WHAT TO WORK ON: Which lines in the records below hold the word "graph"? Copy each of them.

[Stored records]
━━━━━━━━━━
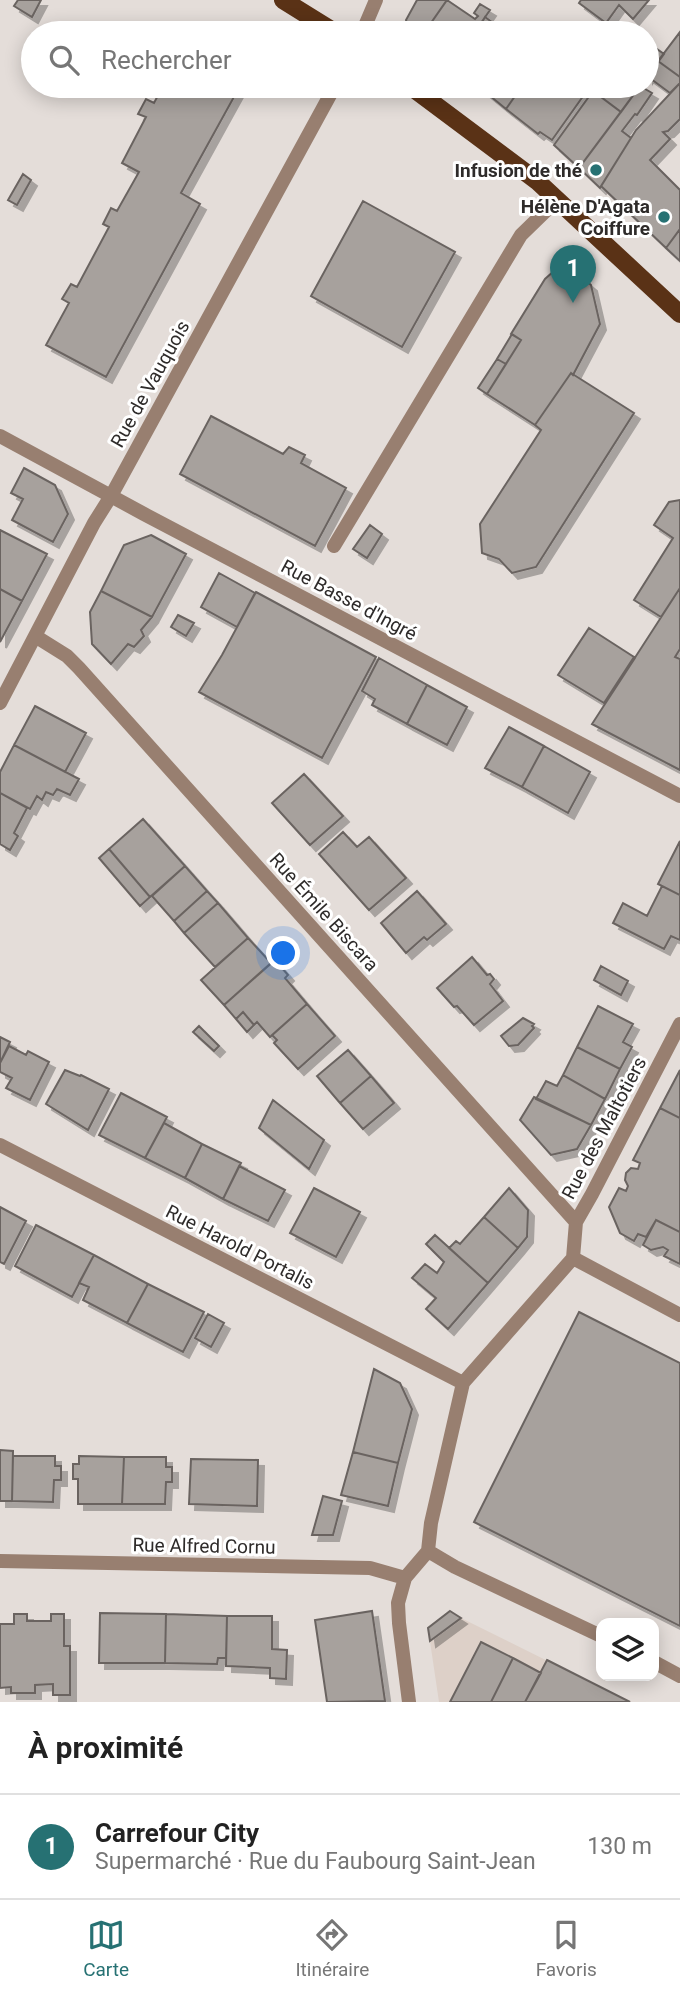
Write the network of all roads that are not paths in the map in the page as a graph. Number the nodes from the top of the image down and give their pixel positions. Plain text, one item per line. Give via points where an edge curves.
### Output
1 (283, 0) edge
2 (376, 0) edge
3 (317, 21) edge
4 (367, 21) edge
5 (328, 98) edge
6 (426, 98) edge
7 (557, 200) junction
8 (680, 314) edge
9 (0, 436) edge
10 (111, 496) junction
11 (334, 546) dead end
12 (35, 636) junction
13 (0, 703) edge
14 (680, 796) edge
15 (680, 1024) edge
16 (0, 1145) edge
17 (576, 1222) junction
18 (573, 1258) junction
19 (680, 1315) edge
20 (463, 1383) junction
21 (428, 1551) junction
22 (0, 1561) edge
23 (405, 1578) junction
24 (596, 1634) edge
25 (659, 1665) edge
26 (680, 1676) edge
27 (409, 1702) edge

1 - 3 main road
2 - 4 street
5 - 10 street, Rue de Vauquois
6 - 7 main road
7 - 8 main road
7 - 11 street via 521,235
9 - 10 street, Rue Basse d'Ingré
10 - 12 street, Rue de Vauquois
10 - 14 street, Rue Basse d'Ingré
12 - 13 street, Rue de Vauquois
12 - 17 street, Rue Émile Biscara via 79,667
15 - 17 street, Rue des Maltotiers
16 - 20 street, Rue Harold Portalis
17 - 18 street, Rue des Maltotiers
18 - 19 street
18 - 20 street
20 - 21 street
21 - 23 street
21 - 24 street
22 - 23 street, Rue Alfred Cornu via 370,1568
23 - 27 street via 398,1604
25 - 26 street

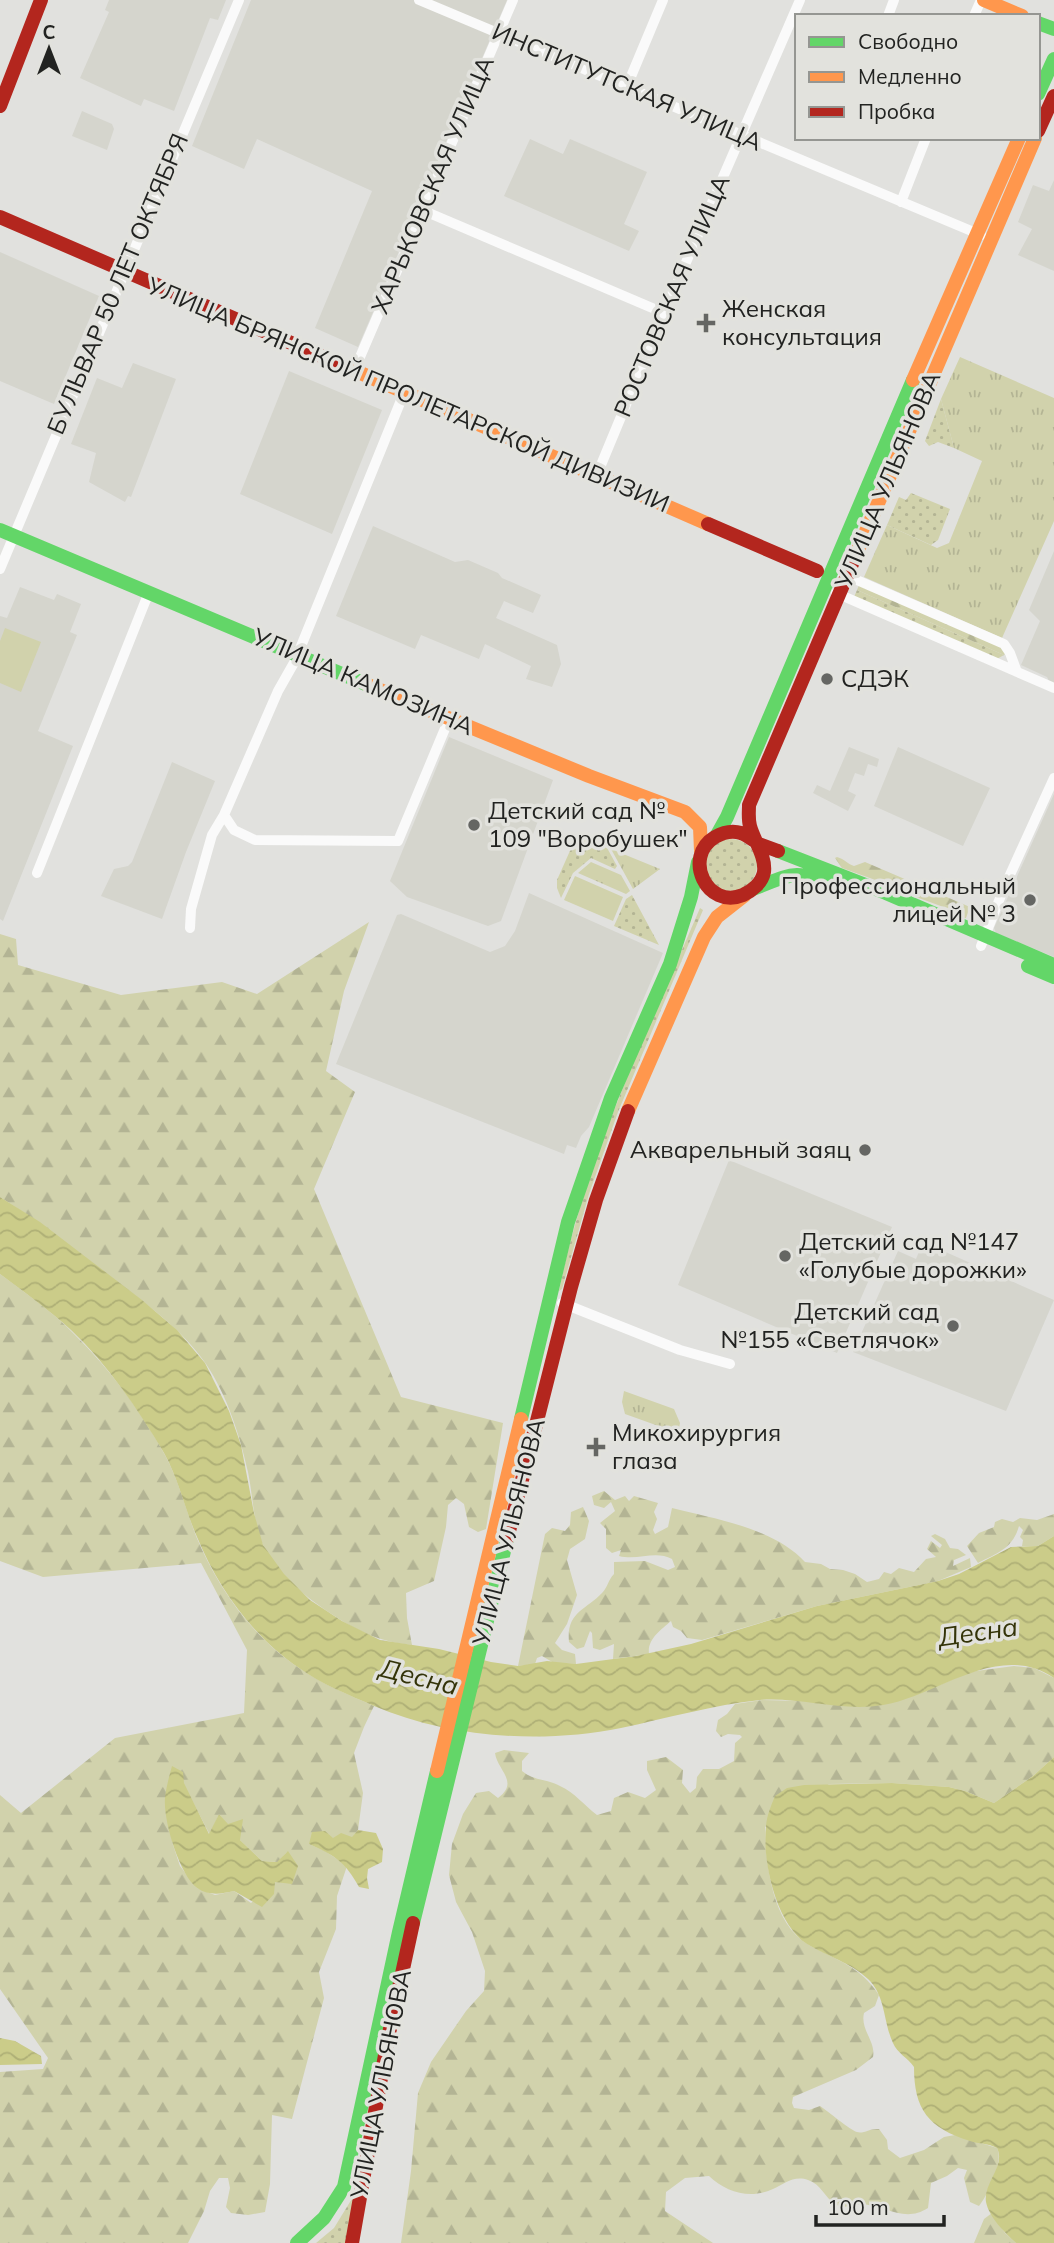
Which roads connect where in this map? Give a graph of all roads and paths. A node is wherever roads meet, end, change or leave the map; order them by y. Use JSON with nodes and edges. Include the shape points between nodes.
{"nodes":[{"id":1,"x":41,"y":0,"type":"edge"},
{"id":2,"x":239,"y":0,"type":"edge"},
{"id":3,"x":419,"y":0,"type":"edge"},
{"id":4,"x":513,"y":0,"type":"edge"},
{"id":5,"x":663,"y":0,"type":"edge"},
{"id":6,"x":800,"y":0,"type":"edge"},
{"id":7,"x":982,"y":0,"type":"edge"},
{"id":8,"x":1017,"y":14,"type":"edge"},
{"id":9,"x":499,"y":32,"type":"junction"},
{"id":10,"x":1054,"y":59,"type":"edge"},
{"id":11,"x":627,"y":86,"type":"junction"},
{"id":12,"x":1040,"y":90,"type":"edge"},
{"id":13,"x":1054,"y":96,"type":"edge"},
{"id":14,"x":1,"y":99,"type":"edge"},
{"id":15,"x":1040,"y":127,"type":"edge"},
{"id":16,"x":742,"y":135,"type":"junction"},
{"id":17,"x":925,"y":140,"type":"edge"},
{"id":18,"x":1017,"y":140,"type":"edge"},
{"id":19,"x":1034,"y":140,"type":"edge"},
{"id":20,"x":901,"y":202,"type":"junction"},
{"id":21,"x":422,"y":210,"type":"junction"},
{"id":22,"x":0,"y":217,"type":"edge"},
{"id":23,"x":976,"y":233,"type":"junction"},
{"id":24,"x":990,"y":239,"type":"junction"},
{"id":25,"x":124,"y":271,"type":"junction"},
{"id":26,"x":664,"y":313,"type":"junction"},
{"id":27,"x":354,"y":371,"type":"junction"},
{"id":28,"x":404,"y":393,"type":"junction"},
{"id":29,"x":596,"y":477,"type":"junction"},
{"id":30,"x":6,"y":532,"type":"edge"},
{"id":31,"x":0,"y":569,"type":"edge"},
{"id":32,"x":824,"y":570,"type":"junction"},
{"id":33,"x":847,"y":576,"type":"junction"},
{"id":34,"x":824,"y":587,"type":"junction"},
{"id":35,"x":149,"y":592,"type":"junction"},
{"id":36,"x":839,"y":594,"type":"junction"},
{"id":37,"x":298,"y":654,"type":"junction"},
{"id":38,"x":1017,"y":672,"type":"junction"},
{"id":39,"x":1054,"y":688,"type":"edge"},
{"id":40,"x":449,"y":719,"type":"junction"},
{"id":41,"x":1054,"y":778,"type":"edge"},
{"id":42,"x":223,"y":815,"type":"junction"},
{"id":43,"x":717,"y":835,"type":"junction"},
{"id":44,"x":757,"y":843,"type":"junction"},
{"id":45,"x":700,"y":857,"type":"junction"},
{"id":46,"x":37,"y":873,"type":"dead end"},
{"id":47,"x":749,"y":892,"type":"junction"},
{"id":48,"x":190,"y":928,"type":"dead end"},
{"id":49,"x":982,"y":941,"type":"junction"},
{"id":50,"x":1054,"y":965,"type":"edge"},
{"id":51,"x":1054,"y":977,"type":"edge"},
{"id":52,"x":549,"y":1299,"type":"junction"},
{"id":53,"x":567,"y":1304,"type":"junction"},
{"id":54,"x":730,"y":1364,"type":"dead end"},
{"id":55,"x":484,"y":1601,"type":"junction"},
{"id":56,"x":405,"y":1934,"type":"junction"},
{"id":57,"x":297,"y":2243,"type":"edge"},
{"id":58,"x":352,"y":2243,"type":"edge"}],
"edges":[{"from":1,"to":14,"type":"main road"},
{"from":2,"to":25,"type":"street","name":"БУЛЬВАР 50 ЛЕТ ОКТЯБРЯ"},
{"from":3,"to":9,"type":"street","name":"ИНСТИТУТСКАЯ УЛИЦА"},
{"from":4,"to":9,"type":"street","name":"ХАРЬКОВСКАЯ УЛИЦА"},
{"from":5,"to":11,"type":"street"},
{"from":6,"to":16,"type":"street","name":"РОСТОВСКАЯ УЛИЦА"},
{"from":7,"to":8,"type":"main road"},
{"from":9,"to":11,"type":"street","name":"ИНСТИТУТСКАЯ УЛИЦА"},
{"from":9,"to":21,"type":"street","name":"ХАРЬКОВСКАЯ УЛИЦА"},
{"from":10,"to":12,"type":"main road"},
{"from":11,"to":16,"type":"street","name":"ИНСТИТУТСКАЯ УЛИЦА"},
{"from":13,"to":15,"type":"main road"},
{"from":16,"to":20,"type":"street","name":"ИНСТИТУТСКАЯ УЛИЦА"},
{"from":16,"to":26,"type":"street","name":"РОСТОВСКАЯ УЛИЦА"},
{"from":17,"to":20,"type":"street"},
{"from":18,"to":23,"type":"main road","name":"УЛИЦА УЛЬЯНОВА"},
{"from":19,"to":24,"type":"main road","name":"УЛИЦА УЛЬЯНОВА"},
{"from":20,"to":23,"type":"street","name":"ИНСТИТУТСКАЯ УЛИЦА"},
{"from":21,"to":26,"type":"street"},
{"from":21,"to":27,"type":"street","name":"ХАРЬКОВСКАЯ УЛИЦА"},
{"from":22,"to":25,"type":"main road","name":"УЛИЦА БРЯНСКОЙ ПРОЛЕТАРСКОЙ ДИВИЗИИ"},
{"from":23,"to":24,"type":"street","name":"ИНСТИТУТСКАЯ УЛИЦА"},
{"from":23,"to":32,"type":"main road","name":"УЛИЦА УЛЬЯНОВА"},
{"from":24,"to":33,"type":"main road","name":"УЛИЦА УЛЬЯНОВА"},
{"from":25,"to":27,"type":"main road","name":"УЛИЦА БРЯНСКОЙ ПРОЛЕТАРСКОЙ ДИВИЗИИ"},
{"from":25,"to":30,"type":"street","name":"БУЛЬВАР 50 ЛЕТ ОКТЯБРЯ"},
{"from":26,"to":29,"type":"street","name":"РОСТОВСКАЯ УЛИЦА"},
{"from":27,"to":28,"type":"main road","name":"УЛИЦА БРЯНСКОЙ ПРОЛЕТАРСКОЙ ДИВИЗИИ"},
{"from":28,"to":29,"type":"main road","name":"УЛИЦА БРЯНСКОЙ ПРОЛЕТАРСКОЙ ДИВИЗИИ"},
{"from":28,"to":37,"type":"street"},
{"from":29,"to":32,"type":"main road","name":"УЛИЦА БРЯНСКОЙ ПРОЛЕТАРСКОЙ ДИВИЗИИ"},
{"from":30,"to":31,"type":"street","name":"БУЛЬВАР 50 ЛЕТ ОКТЯБРЯ"},
{"from":30,"to":35,"type":"main road","name":"УЛИЦА КАМОЗИНА"},
{"from":32,"to":33,"type":"street","name":"УЛИЦА БРЯНСКОЙ ПРОЛЕТАРСКОЙ ДИВИЗИИ"},
{"from":32,"to":34,"type":"main road","name":"УЛИЦА УЛЬЯНОВА"},
{"from":33,"to":36,"type":"main road","name":"УЛИЦА УЛЬЯНОВА"},
{"from":33,"to":38,"type":"street","name":"УЛИЦА БРЯНСКОЙ ПРОЛЕТАРСКОЙ ДИВИЗИИ","via":[[1004,644]]},
{"from":34,"to":36,"type":"street"},
{"from":34,"to":43,"type":"main road","name":"УЛИЦА УЛЬЯНОВА"},
{"from":35,"to":37,"type":"main road","name":"УЛИЦА КАМОЗИНА"},
{"from":35,"to":46,"type":"street"},
{"from":36,"to":38,"type":"street"},
{"from":36,"to":44,"type":"main road","name":"УЛИЦА УЛЬЯНОВА","via":[[749,805],[749,824]]},
{"from":37,"to":40,"type":"main road","name":"УЛИЦА КАМОЗИНА"},
{"from":37,"to":42,"type":"street"},
{"from":38,"to":39,"type":"street"},
{"from":40,"to":42,"type":"street","via":[[398,841],[255,840],[234,830]]},
{"from":40,"to":45,"type":"main road","name":"УЛИЦА КАМОЗИНА","via":[[685,812],[699,827]]},
{"from":41,"to":49,"type":"street"},
{"from":42,"to":48,"type":"street","via":[[212,835]]},
{"from":43,"to":44,"type":"main road","via":[[739,832]]},
{"from":43,"to":45,"type":"main road"},
{"from":44,"to":47,"type":"main road","via":[[764,872]]},
{"from":44,"to":49,"type":"main road"},
{"from":45,"to":47,"type":"main road","via":[[699,874],[713,892],[735,898]]},
{"from":45,"to":52,"type":"main road","name":"УЛИЦА УЛЬЯНОВА","via":[[670,964],[583,1173]]},
{"from":47,"to":49,"type":"main road","via":[[792,874],[808,874]]},
{"from":47,"to":53,"type":"main road","name":"УЛИЦА УЛЬЯНОВА","via":[[717,917],[704,937],[630,1106],[596,1200]]},
{"from":49,"to":50,"type":"main road"},
{"from":49,"to":51,"type":"main road"},
{"from":52,"to":53,"type":"street"},
{"from":52,"to":55,"type":"main road","name":"УЛИЦА УЛЬЯНОВА"},
{"from":53,"to":54,"type":"street","via":[[680,1350]]},
{"from":53,"to":55,"type":"main road","name":"УЛИЦА УЛЬЯНОВА"},
{"from":55,"to":56,"type":"main road","name":"УЛИЦА УЛЬЯНОВА"},
{"from":56,"to":57,"type":"main road","name":"УЛИЦА УЛЬЯНОВА","via":[[344,2187],[314,2231]]},
{"from":56,"to":58,"type":"main road","name":"УЛИЦА УЛЬЯНОВА"}]}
━━━━━━━━━━
TASK RESPONSE:
Write the network of all roads that are not paths in the map in the page as a graph. Number the nodes from the top of the image down and give their pixel positions. Plain text, one item per line. Give via points where an edge curves.
Which roads connect where in this map? Give a graph of all roads and paths. A node is wherever roads meet, end, change or leave the map; order them by y. Use JSON with nodes and edges. Include the shape points between nodes.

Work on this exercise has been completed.